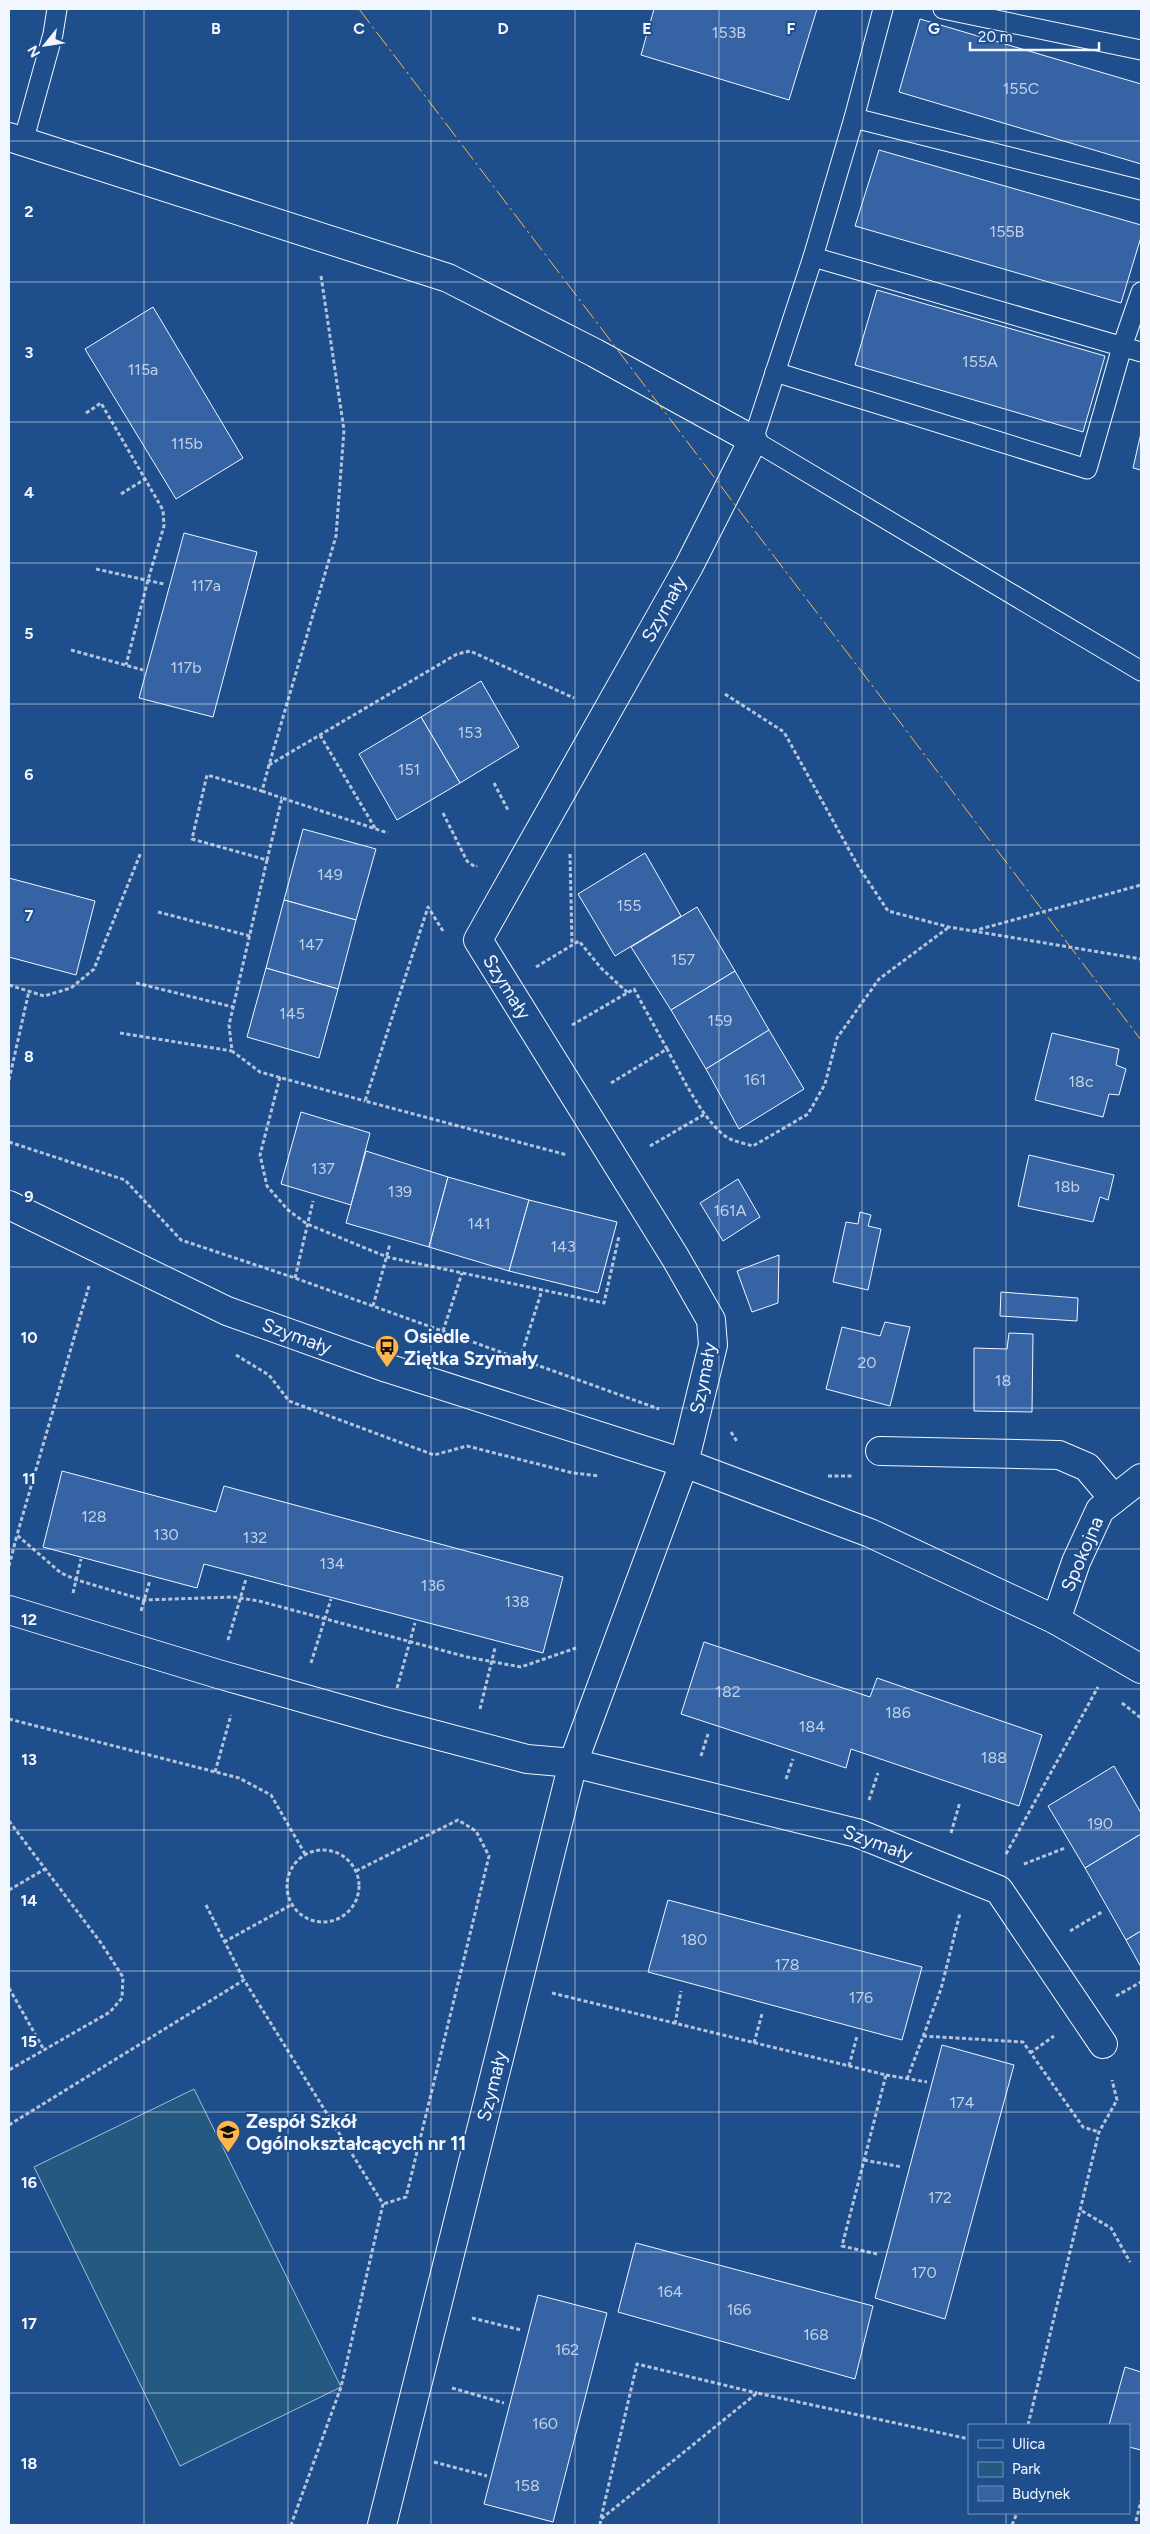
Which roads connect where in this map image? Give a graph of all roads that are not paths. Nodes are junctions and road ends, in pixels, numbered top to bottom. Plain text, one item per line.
1 (58, 9) edge
2 (883, 9) edge
3 (943, 9) edge
4 (1141, 50) edge
5 (854, 118) junction
6 (16, 139) edge
7 (1141, 190) edge
8 (813, 257) junction
9 (1141, 292) edge
10 (1122, 347) junction
11 (1141, 352) edge
12 (774, 372) junction
13 (753, 440) junction
14 (1141, 671) edge
15 (9, 1206) edge
16 (880, 1451) dead end
17 (684, 1463) junction
18 (1141, 1478) edge
19 (1114, 1499) junction
20 (9, 1610) edge
21 (1056, 1620) junction
22 (1141, 1669) edge
23 (573, 1762) junction
24 (1103, 2044) road end
25 (382, 2525) edge

1 - 6 lane
2 - 5 lane
3 - 4 lane
5 - 7 lane
5 - 8 lane
6 - 13 street
8 - 10 lane
8 - 12 lane
9 - 10 lane
10 - 11 lane
10 - 12 lane
12 - 13 lane
13 - 14 lane
13 - 17 street, Szymały
15 - 17 street, Szymały
16 - 19 street
17 - 21 street, Szymały
17 - 23 street, Szymały
18 - 19 street, Spokojna
19 - 21 street, Spokojna
20 - 23 street
21 - 22 street, Szymały
23 - 24 street, Szymały
23 - 25 street, Szymały

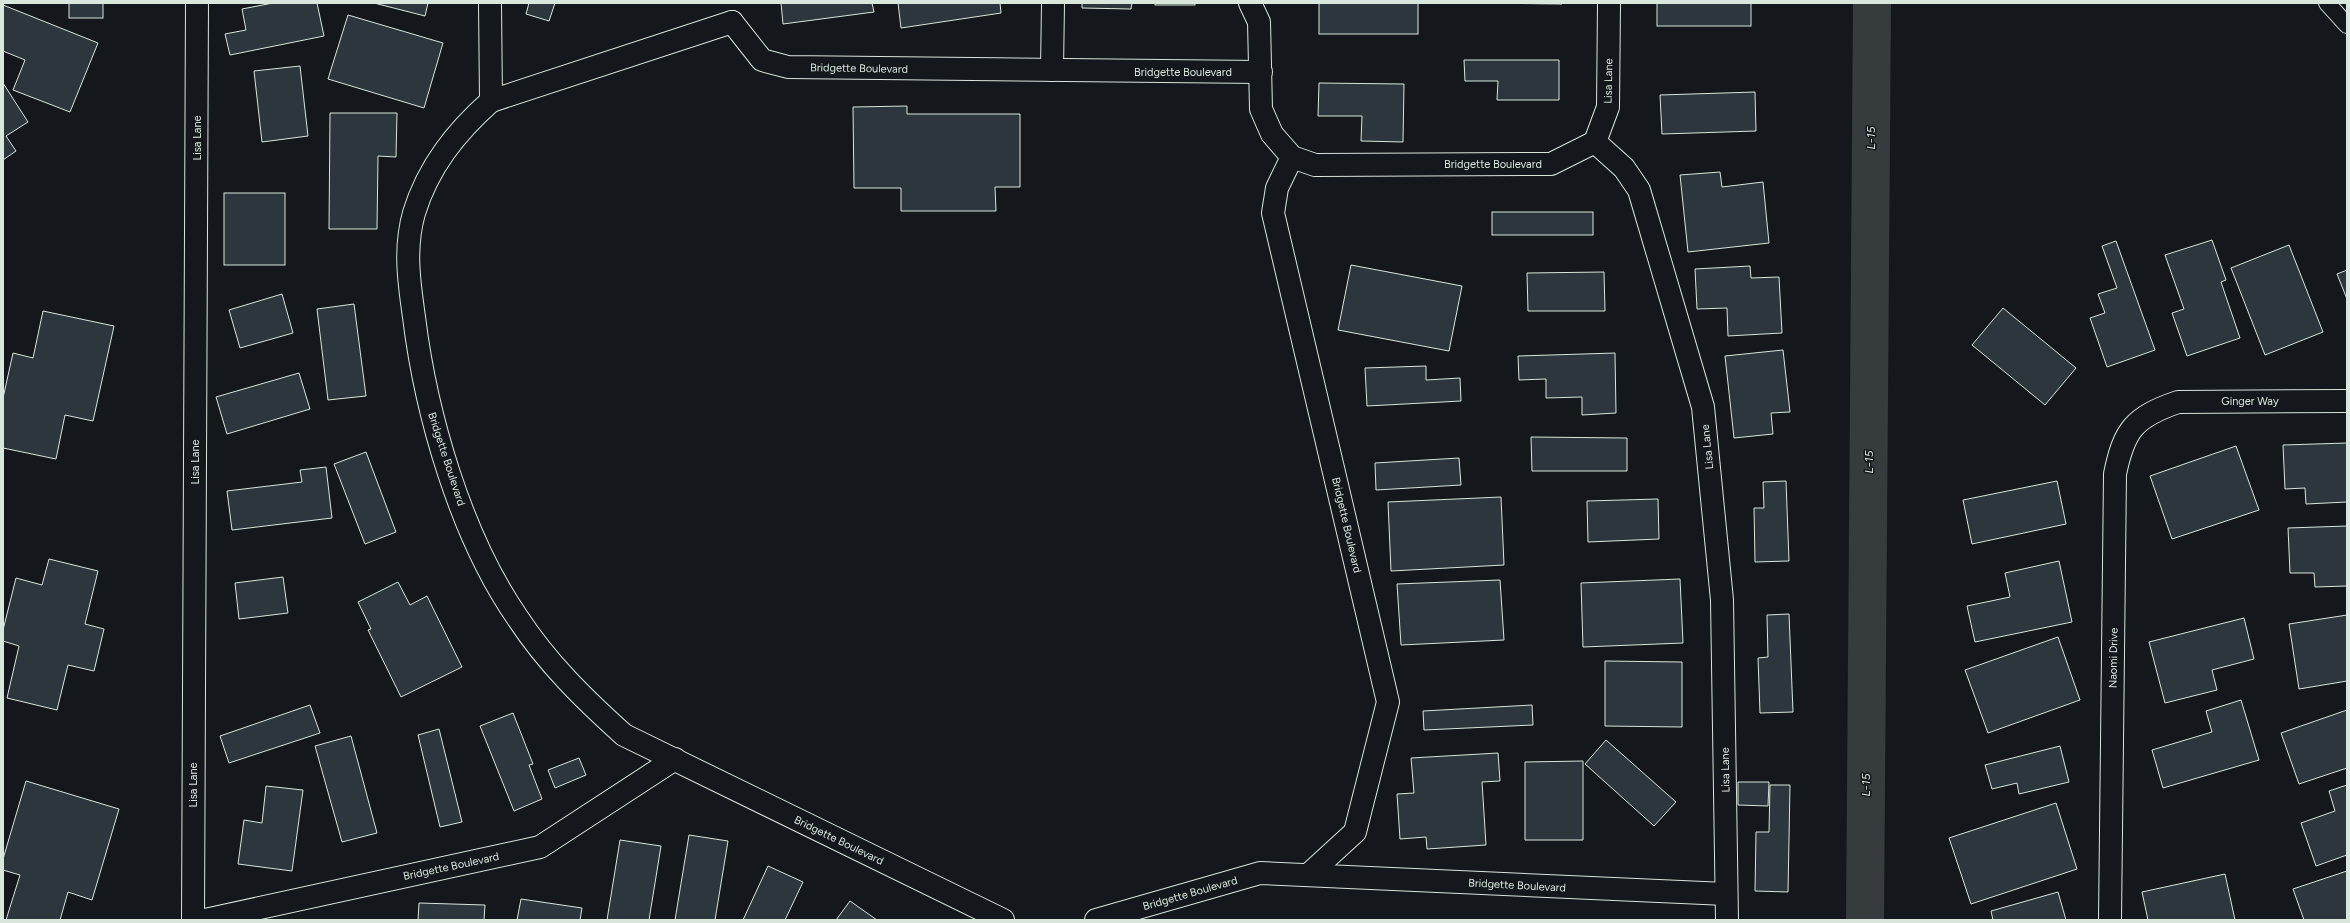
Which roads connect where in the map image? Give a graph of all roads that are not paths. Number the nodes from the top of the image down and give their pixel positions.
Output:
----------------------------------------
Your goal: Give back the listing exactly, with the pictures removed.

Worked solution:
Which roads connect where in this map image? Give a graph of all roads that are not paths. Nodes are junctions and road ends, in pixels, numbered top to bottom. Plain text, one item per line.
1 (58, 9) edge
2 (883, 9) edge
3 (943, 9) edge
4 (1141, 50) edge
5 (854, 118) junction
6 (16, 139) edge
7 (1141, 190) edge
8 (813, 257) junction
9 (1141, 292) edge
10 (1122, 347) junction
11 (1141, 352) edge
12 (774, 372) junction
13 (753, 440) junction
14 (1141, 671) edge
15 (9, 1206) edge
16 (880, 1451) dead end
17 (684, 1463) junction
18 (1141, 1478) edge
19 (1114, 1499) junction
20 (9, 1610) edge
21 (1056, 1620) junction
22 (1141, 1669) edge
23 (573, 1762) junction
24 (1103, 2044) road end
25 (382, 2525) edge

1 - 6 lane
2 - 5 lane
3 - 4 lane
5 - 7 lane
5 - 8 lane
6 - 13 street
8 - 10 lane
8 - 12 lane
9 - 10 lane
10 - 11 lane
10 - 12 lane
12 - 13 lane
13 - 14 lane
13 - 17 street, Szymały
15 - 17 street, Szymały
16 - 19 street
17 - 21 street, Szymały
17 - 23 street, Szymały
18 - 19 street, Spokojna
19 - 21 street, Spokojna
20 - 23 street
21 - 22 street, Szymały
23 - 24 street, Szymały
23 - 25 street, Szymały

Which roads connect where in the map image? Give a graph of all roads that are not paths. Number the nodes from the top of the image down and give their pixel positions.
Output:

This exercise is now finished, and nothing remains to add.